Rob: I think if it’s a really enjoyable experience, it’s not work and it’s not travel, it’s exploration. That’s the way I always viewed it. What can I do? What can I see that’s new and interesting? And then, does it fit within the scope of the brief? So, you can’t go off on a tangent too much, because otherwise you’re researching something or doing something which is not going to be in the book, so that means you’re wasting time and you’re wasting money. And so a lot of the decisions you make are based on, can it go in the book? You might say, oh, that looks fun, but there’s no way I can put it in the book. I gotta blow it off.

The other thing too, and this concerns the budget: I don’t know if people know this or not but most travel writers never eat in the restaurants they write about, and they never sleep in the hotels they write about, because they can’t afford to. So the way it works with the money is the Lonely Planet gives you a budget, and that covers your expenses, and that covers your pay for your time and effort. So every time you eat, that’s coming out of your pocket. So I would be very careful on where I ate and how often I ate, because I just wanted to save the money. So that also dictated the travel experience.

When do you sit down to write? Are you gathering research when you’re on the road and then writing back at home, or are you writing a little bit each day?

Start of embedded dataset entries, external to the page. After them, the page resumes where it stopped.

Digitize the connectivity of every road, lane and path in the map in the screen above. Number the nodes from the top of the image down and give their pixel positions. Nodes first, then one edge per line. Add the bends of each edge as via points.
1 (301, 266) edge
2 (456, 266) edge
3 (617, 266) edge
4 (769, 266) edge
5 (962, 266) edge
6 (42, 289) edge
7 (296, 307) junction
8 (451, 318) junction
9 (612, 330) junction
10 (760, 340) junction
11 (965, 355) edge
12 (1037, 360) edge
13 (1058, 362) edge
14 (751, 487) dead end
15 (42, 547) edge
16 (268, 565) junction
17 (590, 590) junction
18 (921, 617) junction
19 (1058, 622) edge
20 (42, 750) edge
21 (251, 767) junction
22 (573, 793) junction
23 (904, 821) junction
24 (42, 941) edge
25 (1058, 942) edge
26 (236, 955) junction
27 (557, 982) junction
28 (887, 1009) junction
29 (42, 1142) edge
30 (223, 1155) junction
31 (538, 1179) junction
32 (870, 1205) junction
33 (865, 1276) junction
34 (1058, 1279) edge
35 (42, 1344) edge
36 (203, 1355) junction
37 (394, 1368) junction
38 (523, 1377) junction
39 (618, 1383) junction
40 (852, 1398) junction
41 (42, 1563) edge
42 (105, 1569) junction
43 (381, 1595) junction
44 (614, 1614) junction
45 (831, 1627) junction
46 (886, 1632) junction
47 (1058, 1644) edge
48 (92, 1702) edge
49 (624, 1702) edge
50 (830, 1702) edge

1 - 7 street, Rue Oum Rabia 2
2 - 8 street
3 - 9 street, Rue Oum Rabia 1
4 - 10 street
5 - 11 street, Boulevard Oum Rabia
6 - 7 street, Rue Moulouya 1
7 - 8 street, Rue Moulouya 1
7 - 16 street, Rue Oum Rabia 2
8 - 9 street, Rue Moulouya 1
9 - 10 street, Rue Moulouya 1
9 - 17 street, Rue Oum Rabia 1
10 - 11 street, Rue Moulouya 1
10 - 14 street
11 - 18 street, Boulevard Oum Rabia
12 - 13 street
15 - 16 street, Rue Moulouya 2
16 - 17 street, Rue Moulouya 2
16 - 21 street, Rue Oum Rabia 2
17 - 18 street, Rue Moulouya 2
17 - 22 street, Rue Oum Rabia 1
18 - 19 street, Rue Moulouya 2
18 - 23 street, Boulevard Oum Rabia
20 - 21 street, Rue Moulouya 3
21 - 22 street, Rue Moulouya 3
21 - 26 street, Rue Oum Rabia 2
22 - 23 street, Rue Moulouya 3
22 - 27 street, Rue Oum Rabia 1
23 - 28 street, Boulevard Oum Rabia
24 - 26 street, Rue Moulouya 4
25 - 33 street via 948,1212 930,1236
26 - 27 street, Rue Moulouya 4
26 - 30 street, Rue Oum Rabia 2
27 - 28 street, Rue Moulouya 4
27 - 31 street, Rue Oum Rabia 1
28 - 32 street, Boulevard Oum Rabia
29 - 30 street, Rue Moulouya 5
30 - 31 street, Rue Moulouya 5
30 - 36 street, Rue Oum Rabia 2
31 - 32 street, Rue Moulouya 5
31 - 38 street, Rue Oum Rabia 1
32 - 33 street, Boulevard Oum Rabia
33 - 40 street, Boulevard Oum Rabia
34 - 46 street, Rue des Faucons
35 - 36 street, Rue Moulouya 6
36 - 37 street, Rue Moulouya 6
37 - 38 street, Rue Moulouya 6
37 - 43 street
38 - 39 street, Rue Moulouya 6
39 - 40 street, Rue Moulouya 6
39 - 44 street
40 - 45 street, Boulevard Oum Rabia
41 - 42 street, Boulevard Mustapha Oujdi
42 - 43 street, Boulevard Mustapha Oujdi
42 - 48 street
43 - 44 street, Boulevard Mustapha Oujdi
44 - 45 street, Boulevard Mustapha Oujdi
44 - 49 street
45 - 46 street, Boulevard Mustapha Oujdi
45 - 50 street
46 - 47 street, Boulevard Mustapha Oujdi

Rob: It depends. What I used to do is try and find a PC bang [internet cafe], and every night spend an hour just crushing my notes and just sort of writing without thinking and grouping everything. Then take that file and upload it to my e-mail account and that’s how I saved data on the road. You want to spend at least one or two hours every day, every night, because if you lose your notes, you’re in big trouble. And that happens sometimes. So you’ve got to spend some time every day, just as a way of documenting the stuff that you’ve collected.

Now, some people drag around a laptop. I don’t really like that because it’s heavy and it’s just another thing that I have to think about. Luckily in this country we’ve got PC bangs everywhere, so that part was really easy.

Any advice for wannabe travel writers?

Rob: The biggest advice is you have to learn to show me, don’t tell me. In writing, you have to describe why something is good; you can’t say, “It’s good.” So that would be the first craft to learn: how to describe things, how they smell, activate the senses. The other advice is just to practice and build a portfolio, and that can often start with writing for magazines that don’t pay anything. Most people start out that way, so that’s a very good idea. And the other thing which we were talking about before is you have to learn to see and find the things that other people don’t see, but they’re still there. We’re not talking about metaphysical elements, we’re talking about the little things that make a difference. And you have to find that and that takes practice. So get out and, if you really want to do it, write a thousand-word piece on your neighborhood and write a map. And see how that feels.

And the other thing is too I would read a lot of travel writers. There’s a whole body of work now. Read what the other people have done. And you’ll notice that they will focus on the experiences and the people and interactions, and that’s what travel writing is. It isn’t about this museum is open from ten to two. It’s about what you can do, see, and feel.